Personal information
- Born: October 25, 1999 (age 26) Carthage, Missouri, U.S.
- Listed height: 6 ft 1 in (1.85 m)
- Listed weight: 194 lb (88 kg)

Career information
- High school: Carthage High
- College: Central Missouri
- NFL draft: 2024: undrafted

Career history
- Edmonton Elks (2024–2025);
- Stats at CFL.ca

= Arkell Smith =

American gridiron football player (born 1998)

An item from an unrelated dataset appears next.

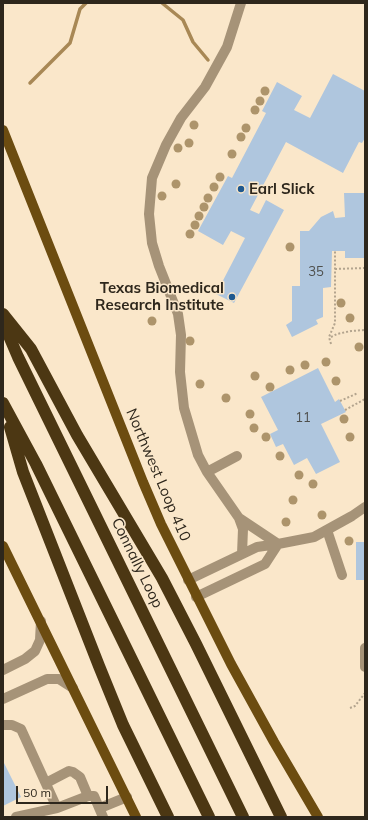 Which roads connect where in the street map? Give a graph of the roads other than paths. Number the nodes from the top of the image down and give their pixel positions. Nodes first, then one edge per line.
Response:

Arkell Smith (born October 25, 1999) is an American professional football wide receiver.

==College career==
After using a redshirt season in 2018, Smith played college football for the Central Missouri Mules from 2019 to 2023. He played in 41 games where he had 196 catches for 2,816 yards and 34 touchdowns, finishing as the all-time leader in receptions and receiving touchdowns in program history.

==Professional career==
Smith was signed by the Edmonton Elks on April 2, 2024. Following training camp in 2024, he began the year on the practice roster. He then made his professional debut on June 22, 2024, against the Toronto Argonauts where he had two catches for 13 yards. In his third game, on July 14, 2024, against the Ottawa Redblacks, Smith scored his first career touchdown on a 10-yard pass from McLeod Bethel-Thompson. He became a free agent after the 2025 season.

==Personal life==
Smith was born to parents David and Anna Pillar.